I like it as a multi-surface primer. I had a job not long ago where there had been a lot of drywall work done in the house, so we primed the whole thing with 123 prior to paint. It gave us a really consistent finish between the new rock and the previously painted stuff (some of which was semi-gloss), and it also hid some really atrocious paint colors for us. We top coated with PM200 and the job came out really nice. In addition to it's hide and sealing properties it seems to have pretty good adhesion. Although I would agree that there are other products that do each of those things better, if you need an all in one primer at a good price it seems to be a real winner.


----------



## caulktheline (Feb 10, 2011)

That's the stock primer for this apt complex I'm working in. I put three coats of it in a plum purple (Behr) room so I could go back over it with a pastel green, and the old water stains and some of the colorant was still coming through in some places.


----------



## BrushJockey (Mar 15, 2009)

I think it is one of the better ones for adhesion, and use it as a conversion coat from oil to H2o . The sheen gives it great enamel hold out, but yes, it doesn't sand. But often doesn't need it. 
I always "loosen" it up a bit with water. never a problem. 

( And Bill- I am somewhat surprised you use it underneath paper. I have been told ( and experienced) that it is such a hard surface that sometimes the paste doesn't get a good grip...)


----------



## daArch (Mar 15, 2008)

BrushJockey said:


> ( And Bill- I am somewhat surprised you use it underneath paper. I have been told ( and experienced) that it is such a hard surface that sometimes the paste doesn't get a good grip...)


Others have complained that it is "too slick" to hang on. I've only hung directly on it once, and as far as I know the paper did not fall off.

But I always apply a coat of Swing Wallpaper Prep Coat before hanging. It has what I think is silica in it that gives just the right amount of tooth. I use the Swing also over Gardz which is even "slicker" and "harder" than 1-2-3.

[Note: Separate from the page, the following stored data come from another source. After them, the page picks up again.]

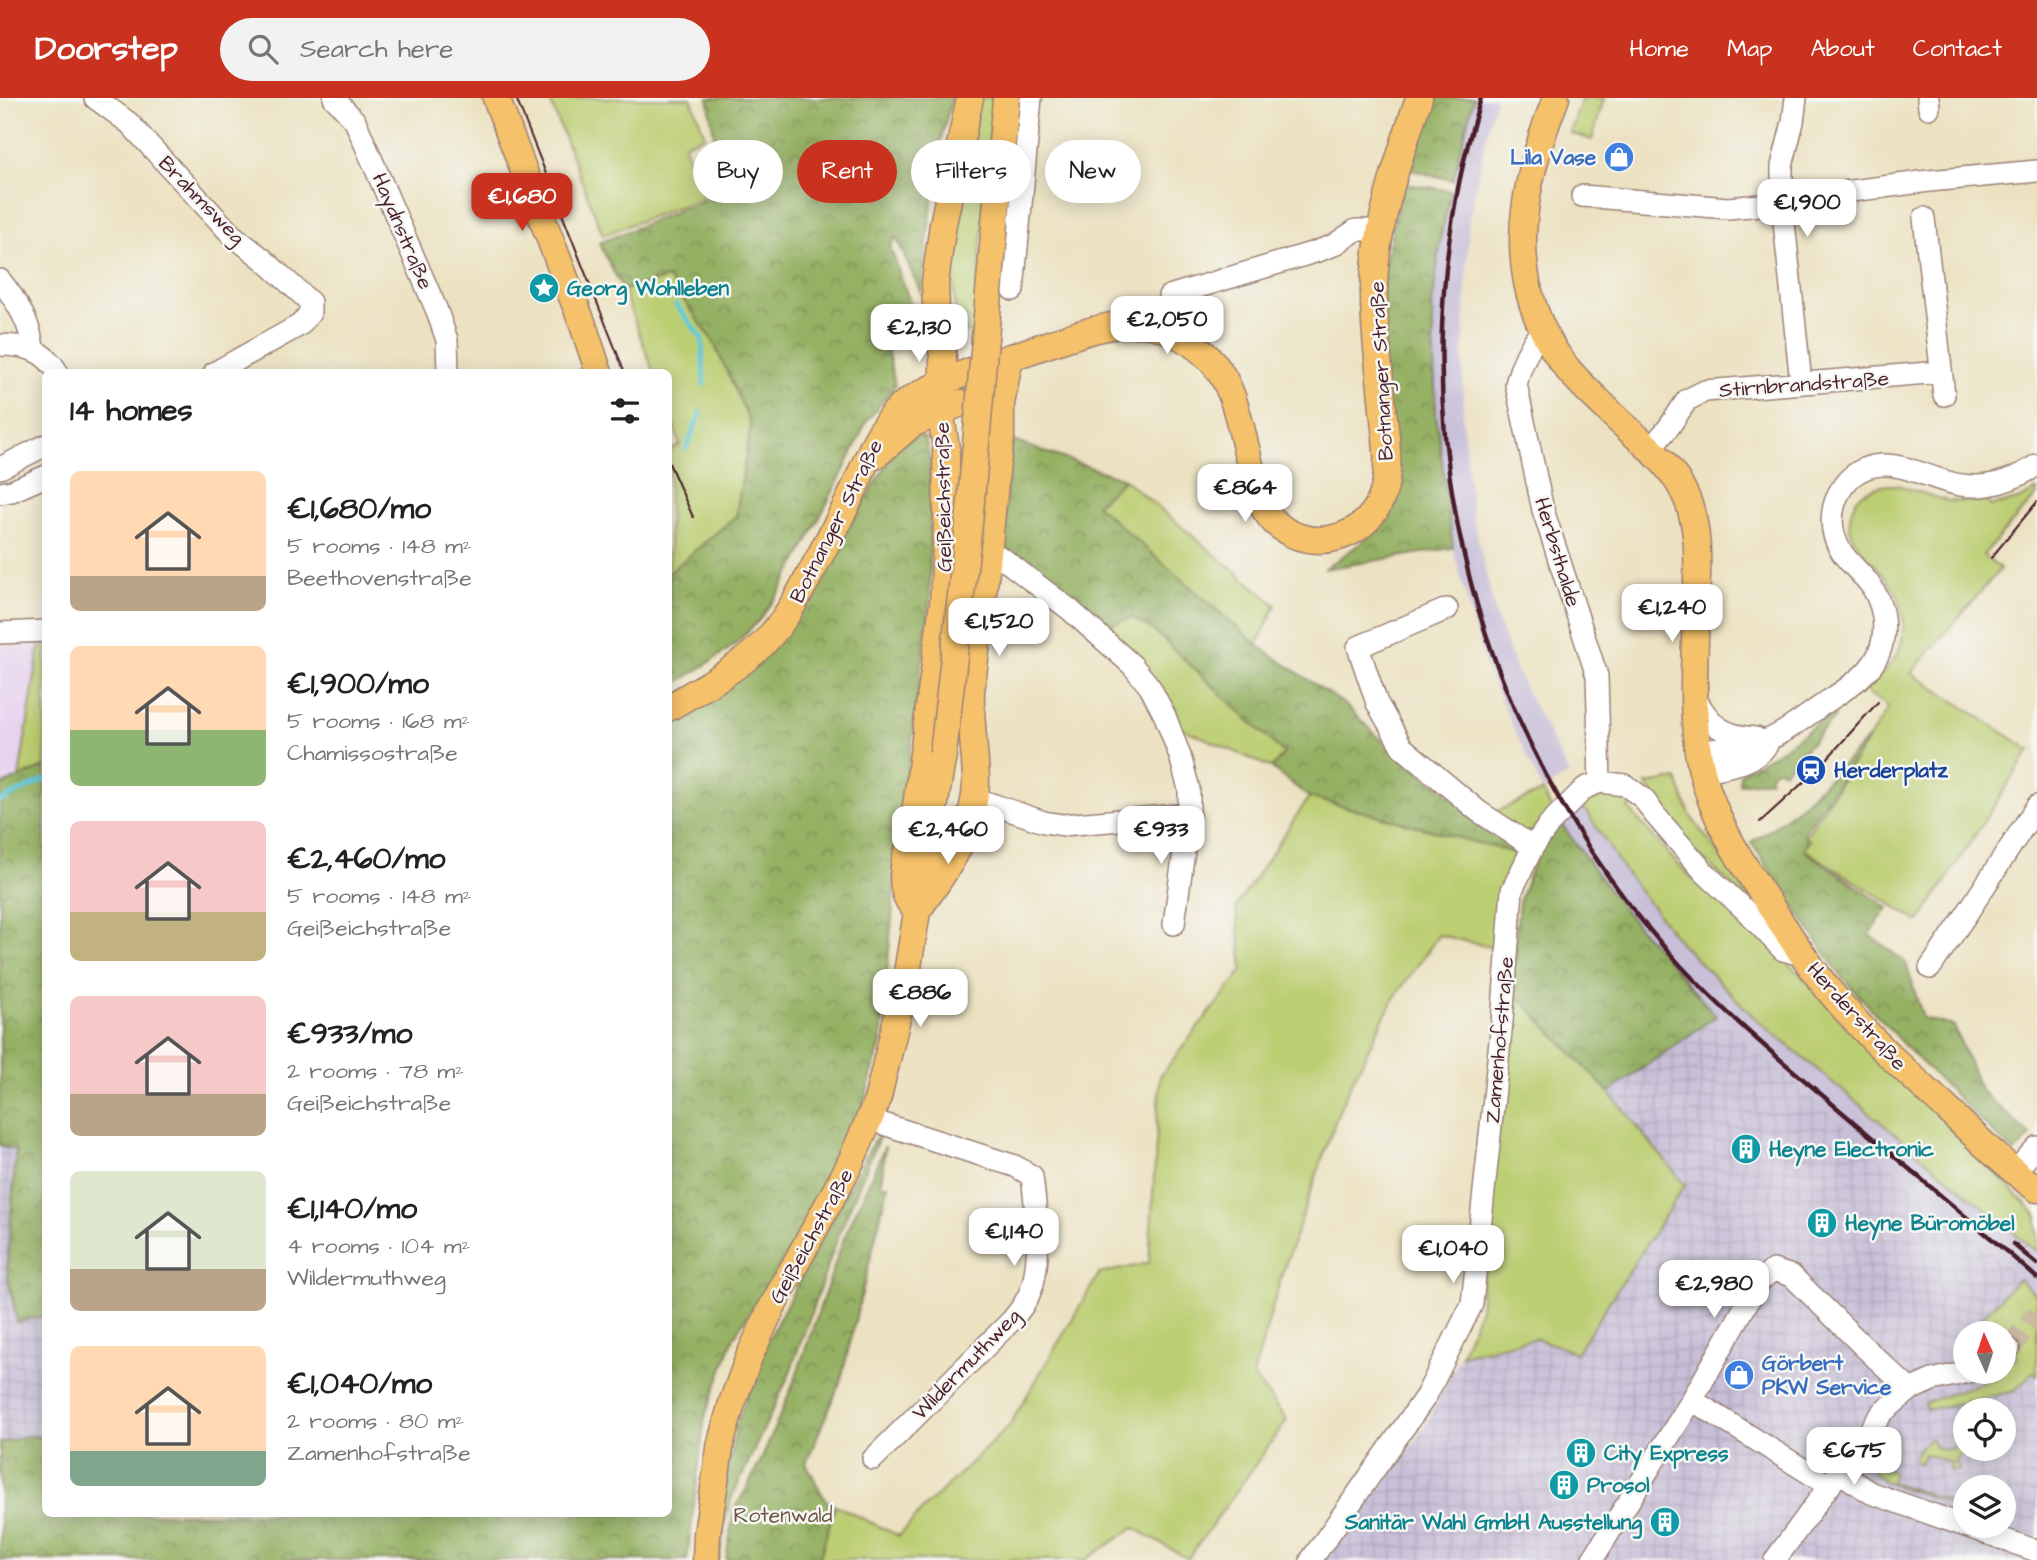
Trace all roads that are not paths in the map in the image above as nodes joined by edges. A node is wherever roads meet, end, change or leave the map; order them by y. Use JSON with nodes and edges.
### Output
{"nodes":[{"id":1,"x":95,"y":98,"type":"edge"},
{"id":2,"x":334,"y":98,"type":"edge"},
{"id":3,"x":496,"y":98,"type":"edge"},
{"id":4,"x":970,"y":98,"type":"edge"},
{"id":5,"x":1006,"y":98,"type":"edge"},
{"id":6,"x":1031,"y":98,"type":"edge"},
{"id":7,"x":1419,"y":98,"type":"edge"},
{"id":8,"x":1556,"y":98,"type":"edge"},
{"id":9,"x":1796,"y":98,"type":"edge"},
{"id":10,"x":2037,"y":172,"type":"edge"},
{"id":11,"x":1582,"y":196,"type":"dead end"},
{"id":12,"x":1805,"y":197,"type":"dead end"},
{"id":13,"x":1782,"y":203,"type":"junction"},
{"id":14,"x":1924,"y":218,"type":"dead end"},
{"id":15,"x":1380,"y":229,"type":"junction"},
{"id":16,"x":0,"y":280,"type":"edge"},
{"id":17,"x":1013,"y":290,"type":"dead end"},
{"id":18,"x":1169,"y":296,"type":"dead end"},
{"id":19,"x":1542,"y":329,"type":"junction"},
{"id":20,"x":0,"y":345,"type":"edge"},
{"id":21,"x":33,"y":349,"type":"junction"},
{"id":22,"x":1010,"y":357,"type":"junction"},
{"id":23,"x":55,"y":369,"type":"edge"},
{"id":24,"x":221,"y":369,"type":"edge"},
{"id":25,"x":448,"y":369,"type":"edge"},
{"id":26,"x":598,"y":369,"type":"edge"},
{"id":27,"x":1941,"y":372,"type":"junction"},
{"id":28,"x":957,"y":377,"type":"junction"},
{"id":29,"x":1801,"y":383,"type":"junction"},
{"id":30,"x":1944,"y":395,"type":"dead end"},
{"id":31,"x":1001,"y":404,"type":"junction"},
{"id":32,"x":952,"y":407,"type":"junction"},
{"id":33,"x":42,"y":447,"type":"edge"},
{"id":34,"x":1651,"y":448,"type":"junction"},
{"id":35,"x":997,"y":462,"type":"junction"},
{"id":36,"x":866,"y":464,"type":"junction"},
{"id":37,"x":2037,"y":465,"type":"edge"},
{"id":38,"x":0,"y":468,"type":"edge"},
{"id":39,"x":42,"y":478,"type":"edge"},
{"id":40,"x":0,"y":493,"type":"edge"},
{"id":41,"x":988,"y":554,"type":"junction"},
{"id":42,"x":1447,"y":609,"type":"dead end"},
{"id":43,"x":42,"y":631,"type":"edge"},
{"id":44,"x":0,"y":633,"type":"edge"},
{"id":45,"x":1694,"y":696,"type":"junction"},
{"id":46,"x":672,"y":706,"type":"edge"},
{"id":47,"x":1772,"y":737,"type":"junction"},
{"id":48,"x":974,"y":760,"type":"junction"},
{"id":49,"x":1700,"y":761,"type":"junction"},
{"id":50,"x":1600,"y":782,"type":"junction"},
{"id":51,"x":936,"y":798,"type":"junction"},
{"id":52,"x":974,"y":798,"type":"junction"},
{"id":53,"x":2037,"y":806,"type":"edge"},
{"id":54,"x":1189,"y":814,"type":"junction"},
{"id":55,"x":1533,"y":847,"type":"junction"},
{"id":56,"x":917,"y":911,"type":"junction"},
{"id":57,"x":1174,"y":924,"type":"dead end"},
{"id":58,"x":1804,"y":956,"type":"junction"},
{"id":59,"x":1930,"y":968,"type":"dead end"},
{"id":60,"x":871,"y":1120,"type":"junction"},
{"id":61,"x":2037,"y":1147,"type":"edge"},
{"id":62,"x":2014,"y":1172,"type":"junction"},
{"id":63,"x":2037,"y":1189,"type":"edge"},
{"id":64,"x":1953,"y":1375,"type":"edge"},
{"id":65,"x":1910,"y":1390,"type":"junction"},
{"id":66,"x":1692,"y":1400,"type":"junction"},
{"id":67,"x":873,"y":1459,"type":"dead end"},
{"id":68,"x":1835,"y":1479,"type":"junction"},
{"id":69,"x":2037,"y":1551,"type":"edge"},
{"id":70,"x":706,"y":1560,"type":"edge"},
{"id":71,"x":1311,"y":1560,"type":"edge"},
{"id":72,"x":1592,"y":1560,"type":"edge"},
{"id":73,"x":1775,"y":1560,"type":"edge"}],
"edges":[{"from":1,"to":24,"type":"street","name":"Brahmsweg"},
{"from":2,"to":25,"type":"street","name":"Haydnstraße"},
{"from":3,"to":26,"type":"main road"},
{"from":4,"to":28,"type":"main road","name":"Geißeichstraße"},
{"from":5,"to":51,"type":"main road","name":"Geißeichstraße","bridge":true},
{"from":6,"to":17,"type":"street"},
{"from":7,"to":15,"type":"main road","name":"Botnanger Straße"},
{"from":8,"to":19,"type":"main road"},
{"from":9,"to":13,"type":"street"},
{"from":10,"to":12,"type":"street"},
{"from":11,"to":13,"type":"street"},
{"from":13,"to":29,"type":"street"},
{"from":14,"to":27,"type":"street"},
{"from":15,"to":18,"type":"street"},
{"from":15,"to":22,"type":"main road","name":"Botnanger Straße"},
{"from":16,"to":21,"type":"street"},
{"from":19,"to":34,"type":"main road"},
{"from":19,"to":50,"type":"street","name":"Herbsthalde"},
{"from":20,"to":21,"type":"street"},
{"from":21,"to":23,"type":"street"},
{"from":22,"to":28,"type":"main road","name":"Botnanger Straße"},
{"from":22,"to":31,"type":"main road","name":"Geißeichstraße"},
{"from":27,"to":29,"type":"street","name":"Stirnbrandstraße"},
{"from":27,"to":30,"type":"street"},
{"from":28,"to":31,"type":"main road"},
{"from":28,"to":32,"type":"main road","name":"Geißeichstraße"},
{"from":28,"to":36,"type":"main road","name":"Botnanger Straße"},
{"from":29,"to":34,"type":"street","name":"Stirnbrandstraße"},
{"from":31,"to":35,"type":"main road","name":"Geißeichstraße"},
{"from":32,"to":35,"type":"main road","name":"Geißeichstraße"},
{"from":32,"to":36,"type":"main road","name":"Geißeichstraße"},
{"from":32,"to":56,"type":"main road","name":"Geißeichstraße"},
{"from":33,"to":38,"type":"street"},
{"from":34,"to":45,"type":"main road"},
{"from":35,"to":41,"type":"main road","name":"Geißeichstraße"},
{"from":36,"to":46,"type":"main road","name":"Botnanger Straße"},
{"from":37,"to":47,"type":"street"},
{"from":39,"to":40,"type":"street"},
{"from":41,"to":48,"type":"main road","name":"Geißeichstraße"},
{"from":41,"to":54,"type":"street","name":"Geißeichstraße"},
{"from":42,"to":55,"type":"street"},
{"from":43,"to":44,"type":"street"},
{"from":45,"to":47,"type":"street"},
{"from":45,"to":49,"type":"main road"},
{"from":47,"to":49,"type":"street"},
{"from":48,"to":51,"type":"main road"},
{"from":48,"to":52,"type":"main road","name":"Geißeichstraße"},
{"from":49,"to":58,"type":"main road","name":"Herderstraße"},
{"from":50,"to":55,"type":"street","name":"Zamenhofstraße"},
{"from":50,"to":58,"type":"street"},
{"from":51,"to":56,"type":"main road","name":"Geißeichstraße"},
{"from":52,"to":54,"type":"street"},
{"from":52,"to":56,"type":"main road","name":"Geißeichstraße"},
{"from":53,"to":59,"type":"street"},
{"from":54,"to":57,"type":"street","name":"Geißeichstraße"},
{"from":55,"to":71,"type":"street","name":"Zamenhofstraße"},
{"from":56,"to":60,"type":"main road","name":"Geißeichstraße"},
{"from":58,"to":62,"type":"main road","name":"Herderstraße"},
{"from":60,"to":67,"type":"street","name":"Wildermuthweg"},
{"from":60,"to":70,"type":"main road","name":"Geißeichstraße"},
{"from":61,"to":62,"type":"street"},
{"from":62,"to":63,"type":"main road","name":"Herderstraße"},
{"from":64,"to":65,"type":"street"},
{"from":65,"to":66,"type":"street"},
{"from":65,"to":68,"type":"street"},
{"from":66,"to":68,"type":"street"},
{"from":66,"to":72,"type":"street"},
{"from":68,"to":69,"type":"street"},
{"from":68,"to":73,"type":"street"}]}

And I do tell the HO that the 1-2-3 must be dried for 36 hours before I hang.


----------



## BrushJockey (Mar 15, 2009)

I know- hijacking...

Bill- I have never seen that product around here. And googling comes up with you yacking about it on every forum -lol
I have used 123 and hung fairly fast on it. and of course it rewetted.
So on mainly PWG's recommendation ( and others backing him up) have switched to Gardz- then straight to hang. Hate the idea of a 2 coat prep. 
Sooo Gardz is kind of sticky when dry- you don't feel it gives enough tooth?
dang. 
I need something that I can prep and hang right away on, and Gardz seemed to be the answer. But hanging is just starting to rev back up in my world.


----------



## daArch (Mar 15, 2008)

Sheeet and you are even close to Canada where swing is made (Montreal). they do NOT have the best distribution network.

If you have search and seen me "yacking" about Swing, then I suppose you have seen others also. Some people find it's worth the effort to order it through Jamestown distributors.

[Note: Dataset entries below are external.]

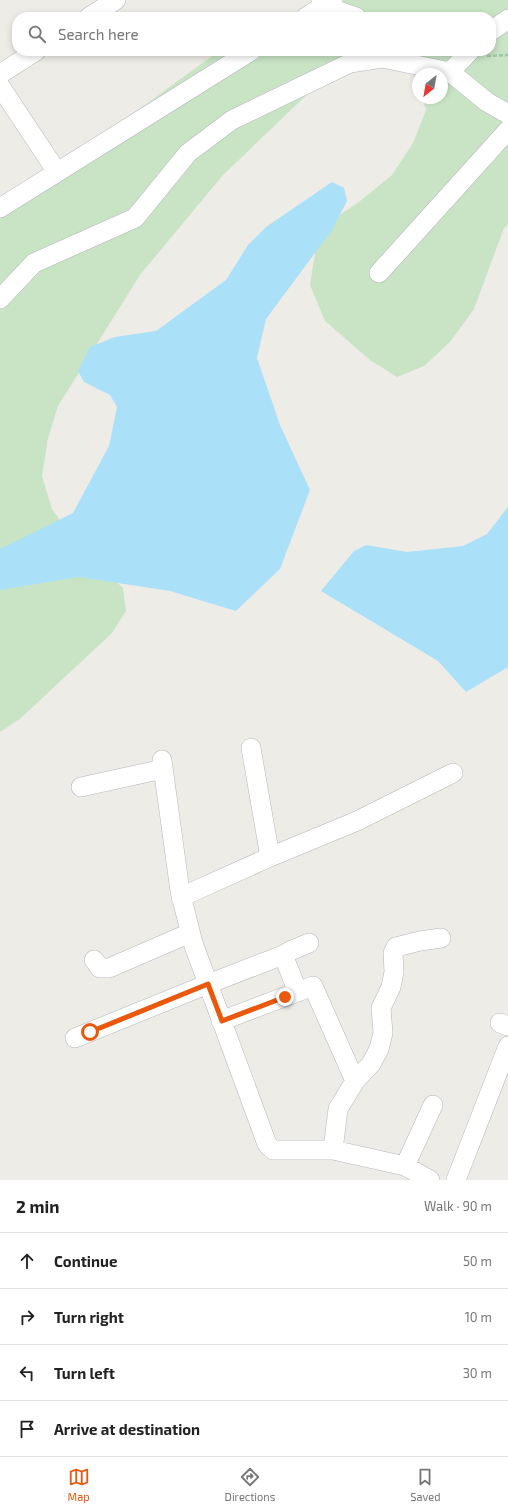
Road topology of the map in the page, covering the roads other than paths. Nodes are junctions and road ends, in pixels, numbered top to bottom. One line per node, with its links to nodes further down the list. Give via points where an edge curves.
1 (116, 0): 3 (street)
2 (326, 2): 4 (street); 5 (street)
3 (97, 12)
4 (313, 12)
5 (346, 12)
6 (508, 19): 7 (street)
7 (496, 27)
8 (28, 56): 12 (street)
9 (243, 56): 16 (street)
10 (460, 56): 11 (street)
11 (450, 72): 14 (street, via 487,102); 19 (street, via 382,58 350,63 232,120 188,153 135,218 34,263)
12 (0, 74)
13 (0, 86): 16 (street)
14 (508, 114)
15 (508, 130): 18 (street)
16 (57, 172): 17 (street)
17 (0, 208)
18 (379, 273)
19 (0, 299)
20 (251, 748): 23 (street)
21 (453, 773): 23 (street, via 357,821)
22 (81, 787): 24 (street, via 163,765)
23 (270, 857): 24 (street)
24 (181, 897): 25 (street)
25 (190, 933): 29 (street, via 109,968 100,968); 30 (street)
26 (441, 938): 35 (street, via 396,947 393,953 394,972 391,987 381,1008 383,1033 379,1049 371,1064)
27 (309, 944): 28 (street)
28 (283, 955): 30 (street); 31 (street)
29 (94, 960)
30 (208, 984): 32 (street); 33 (street)
31 (298, 992): 32 (street); 35 (street, via 313,986)
32 (222, 1021): 37 (street, via 267,1144 273,1150)
33 (75, 1038)
34 (508, 1046): 40 (street)
35 (355, 1081): 37 (street, via 338,1109)
36 (433, 1105): 38 (street)
37 (333, 1150): 38 (street)
38 (405, 1166): 39 (street)
39 (430, 1180)
40 (456, 1180)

http://www.jamestowndistributors.co...=Circa+1850+Wallpaper+Prep-Coat+Primer+Sealer

I do not use gardz on sealed surfaces for many reasons, the slickness being one of them. Another consideration is the dry time. I use Gardz to SEAL patches or raw plaster and to penetrate and seal cheap builders flat. I go through maybe a gallon a year.

Being ONLY a paperhanger, I need something I can hang on ASAP. I don't have other tasks to do while a primer is drying.

I get to a job site, blade the walls smooth, apply the Swing, put a fan on it if necessary, and then set up my equipment. By the time I've set up, engineered the layout, and pasted my first bolt, the Prep Coat is dry. I usually allow at least an hour.

Swing adheres to most any surface. There are many of us who swear by it. We have even gotten a few off the Zinsser Shieldz teat, although one of buddies does mix Gardz and Shieldz together, calling Shardz. I wouldn't dare do that. But he also mixes 1-2-3 with Gardz


----------



## mudbone (Dec 26, 2011)

Zinssers Bull eyed!Easy as 123.Great go to universal primer!


----------



## BrushJockey (Mar 15, 2009)

Hmm. 
Gardz is a really quick dry ( hour or less) and I use it for many things, paper prep being one. 
I do have a bigger strip/ rehang coming up- is this ok to use right away over a strip, or do you thing Gardz would also be needed ( plaster walls, i don't know yet what is under paper)


----------



## chrisn (Jul 15, 2007)

BrushJockey said:


> I know- hijacking...
> 
> Bill- I have never seen that product around here. And googling comes up with you yacking about it on every forum -lol
> I have used 123 and hung fairly fast on it. and of course it rewetted.
> ...


 
What little hanging I have done in the last 3 years or so has been over straight Gardz.Now Bill hangs high end materials and I do not but I have never had or heard of any problems


----------



## BrushJockey (Mar 15, 2009)

Bill- can you move just this hijack part to the wallcovering dept? I want to keep on with this, but Z123 deserves its own thread-


----------



## Gwarel (May 8, 2012)

I've used 123 a lot to prime for wallpaper installation over the years, and also as a multi-purpose primer/sealer. I just picked up a few gallons last week and noticed that the label had changed and omitted the word "sealer". It just said 123 Primer. It made me wonder if the formula had been changed........


----------



## ArcherThePainter (Jul 23, 2011)

BrushJockey said:


> I think it is one of the better ones for adhesion, and use it as a conversion coat from oil to H2o . The sheen gives it great enamel hold out, but yes, it doesn't sand. But often doesn't need it.
> I always "loosen" it up a bit with water. never a problem.
> 
> ( And Bill- I am somewhat surprised you use it underneath paper. I have been told ( and experienced) that it is such a hard surface that sometimes the paste doesn't get a good grip...)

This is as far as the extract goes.